Rockefeller Centre Ice-skating rink, New York
Is there anything better than ice-skating at Christmas; the glistening ice, those post-skate hot chocolates and the odd Christmas bump? It would seem that the hundreds of New Yorkers and city sightseers who descend upon the ice rink at the Rockefeller Centre in New York agree; Christmas really is better on ice. Although it’s traditional to skate at the Rockefeller centre, snaking cues and ludicrous prices can turn your holiday treat into a holiday nightmare. If you knew that a visit to this little rink would cost you $21 plus the $9 skate rental and two hours of queuing time, would you still want to go this year?

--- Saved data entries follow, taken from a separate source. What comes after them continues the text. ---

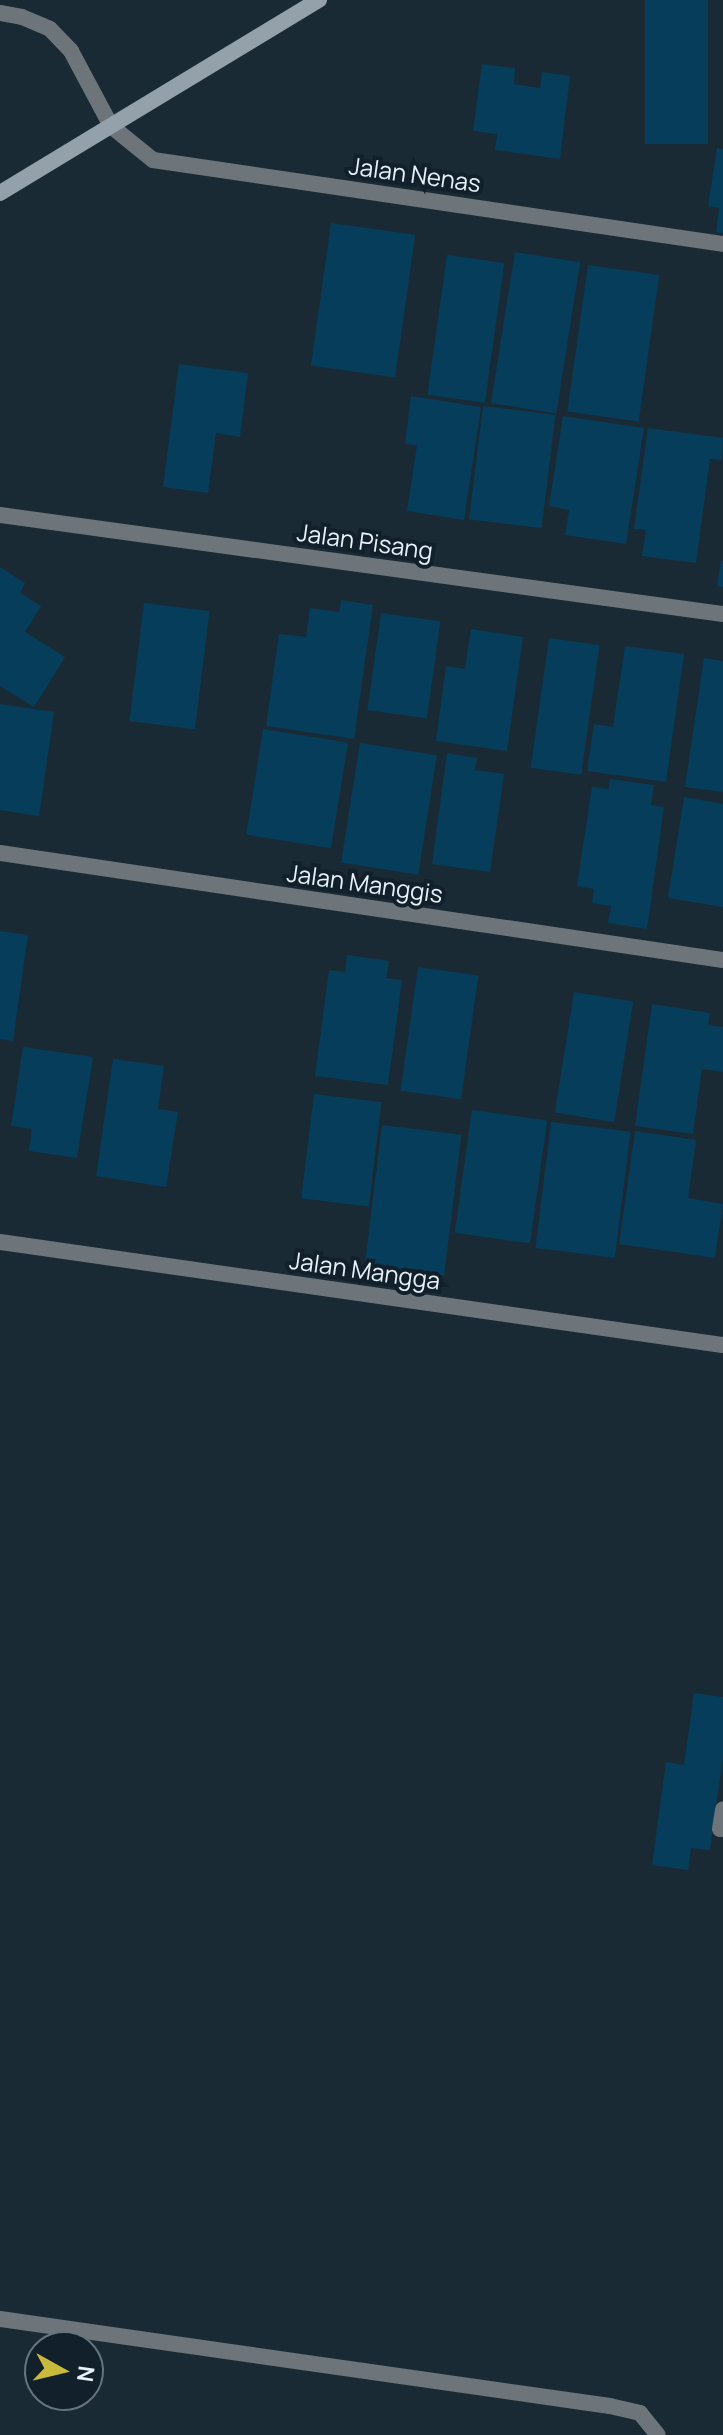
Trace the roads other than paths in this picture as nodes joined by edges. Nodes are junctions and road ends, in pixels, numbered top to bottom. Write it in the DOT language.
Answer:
graph roads {
  1 [pos="319,0"];
  2 [pos="0,13"];
  3 [pos="111,126"];
  4 [pos="0,193"];
  5 [pos="723,244"];
  6 [pos="0,515"];
  7 [pos="723,614"];
  8 [pos="0,853"];
  9 [pos="723,960"];
  10 [pos="0,1242"];
  11 [pos="723,1345"];
  12 [pos="723,1809"];
  13 [pos="720,1829"];
  14 [pos="0,2319"];
  15 [pos="658,2435"];
  1 -- 3 [label="main road"];
  2 -- 3 [label="street"];
  3 -- 4 [label="main road"];
  3 -- 5 [label="street, Jalan Nenas"];
  6 -- 7 [label="street, Jalan Pisang"];
  8 -- 9 [label="street, Jalan Manggis"];
  10 -- 11 [label="street, Jalan Mangga"];
  12 -- 13 [label="street"];
  14 -- 15 [label="street"];
}
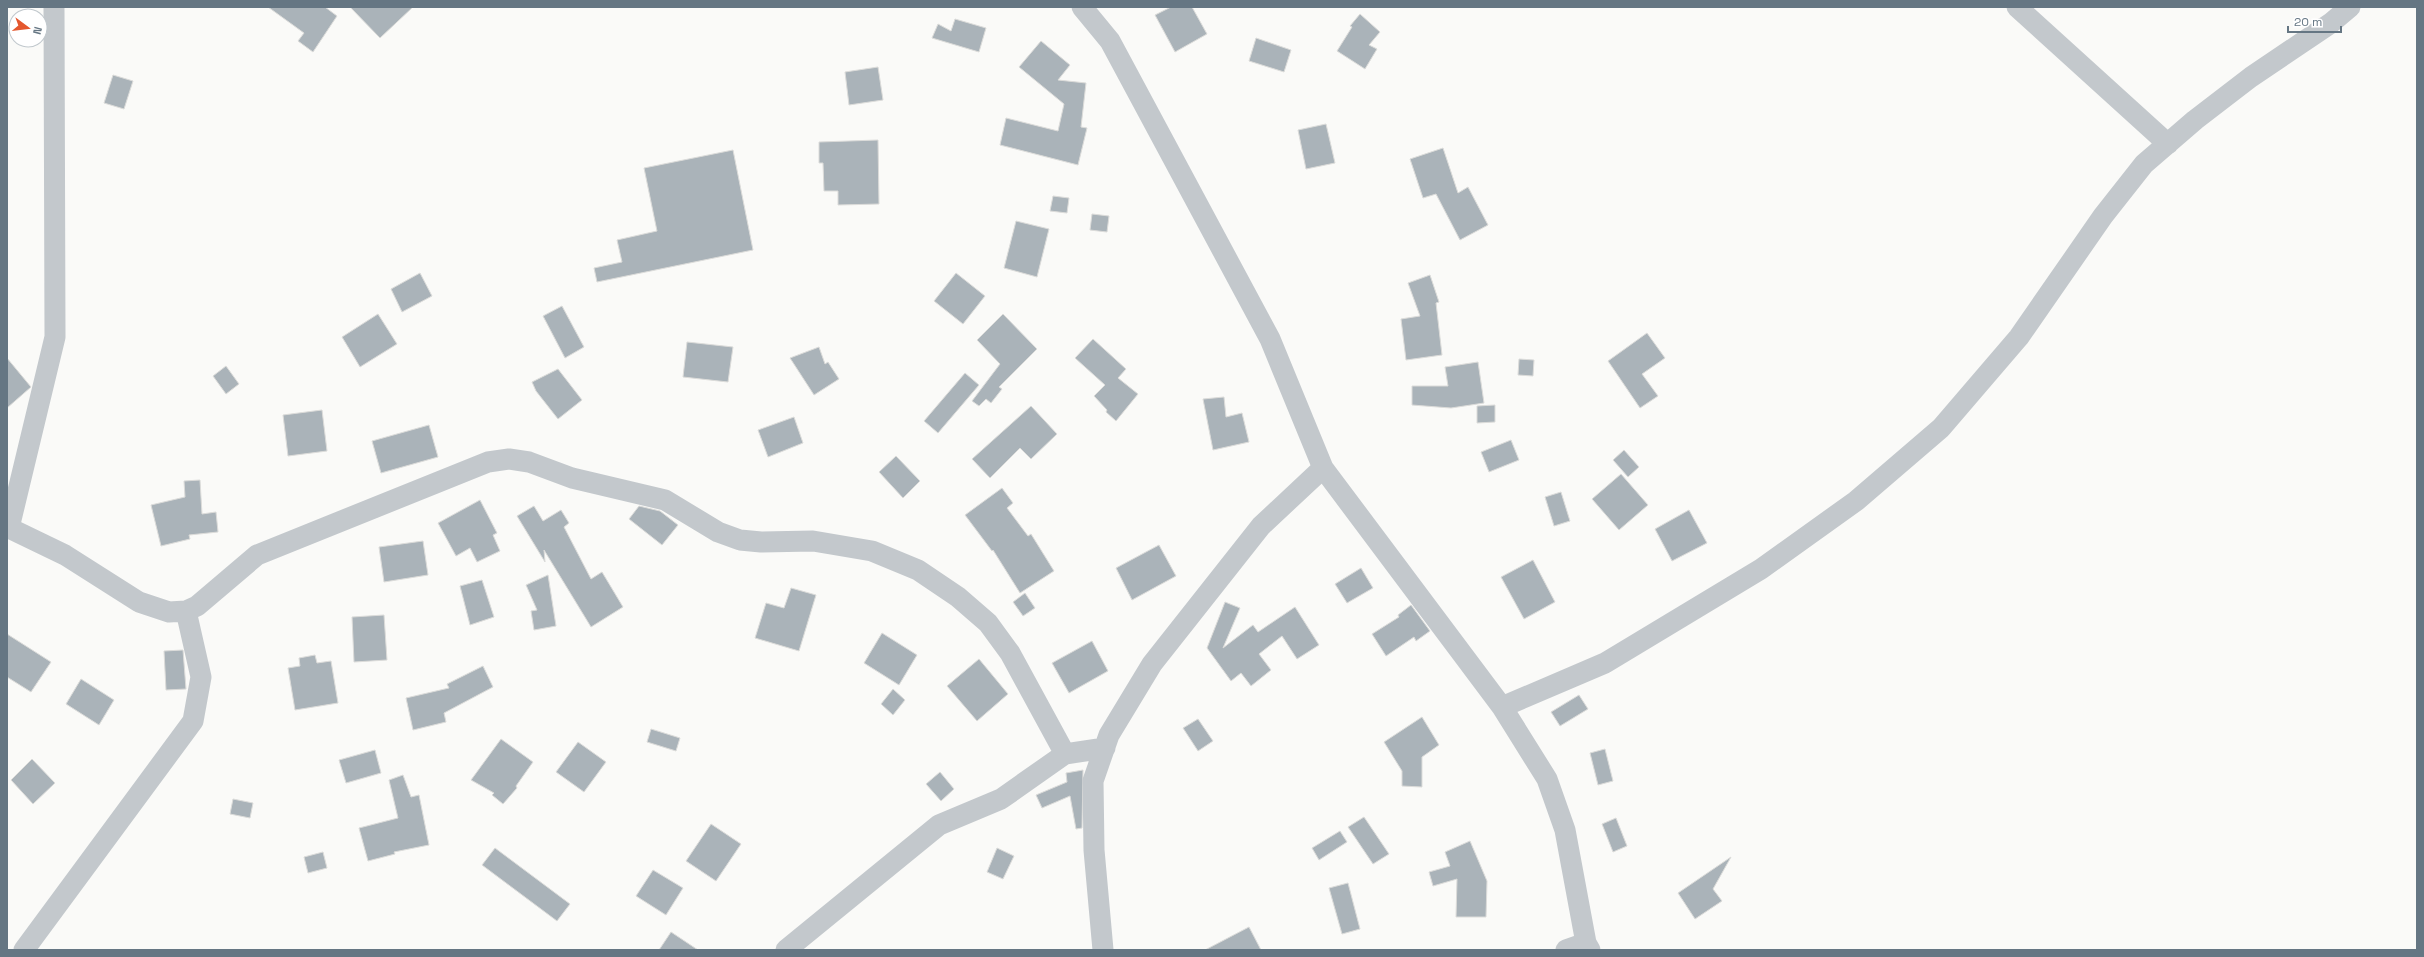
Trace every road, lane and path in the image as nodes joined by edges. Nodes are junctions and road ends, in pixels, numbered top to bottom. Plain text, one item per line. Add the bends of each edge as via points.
1 (54, 7) edge
2 (1082, 7) edge
3 (2017, 7) edge
4 (2350, 7) edge
5 (2168, 144) junction
6 (1324, 468) junction
7 (8, 528) edge
8 (186, 611) junction
9 (1502, 707) junction
10 (1104, 748) junction
11 (1065, 754) junction
12 (7, 942) edge
13 (1588, 947) edge
14 (14, 950) edge
15 (24, 950) edge
16 (786, 950) edge
17 (1102, 950) edge
18 (1566, 950) edge

1 - 7 street via 55,337
2 - 6 street via 1110,41 1270,339
3 - 5 street
4 - 5 street via 2331,23 2251,77
5 - 9 street via 2144,164 2103,216 2018,337 1940,428 1856,501 1761,569 1605,663
6 - 9 street
6 - 10 street via 1261,526 1152,664 1135,689
7 - 8 street via 65,555 139,602 169,612
8 - 11 street via 197,606 257,556 488,462 509,459 522,461 572,478 665,500 718,532 740,540 813,541 872,551 918,570 958,596 988,623 1010,653
8 - 15 street via 202,677 193,721
9 - 13 street via 1547,780 1565,830
10 - 11 street
10 - 17 street via 1093,781 1094,850
11 - 16 street via 1000,799 939,825
12 - 14 street
13 - 18 street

Sierra Nevada, United States
For many, a white Christmas epitomizes the festive season, and if snow is scarce in your part of the world then it can be tempting to jet off in search of some. However, if you were considering visiting Sierra Nevada (the mountain range that stretches between California and Nevada) for your snow fix, be warned. Last year in just two days Mammoth Mountain Ski Resort said it had received nine feet of new snow. Not only were roads shut, but mountain passes to travelers were closed. The extreme weather even prompted @MammothMountain to tweet that ‘Measuring snow in inches is “so” last week: we busted out the yardstick’.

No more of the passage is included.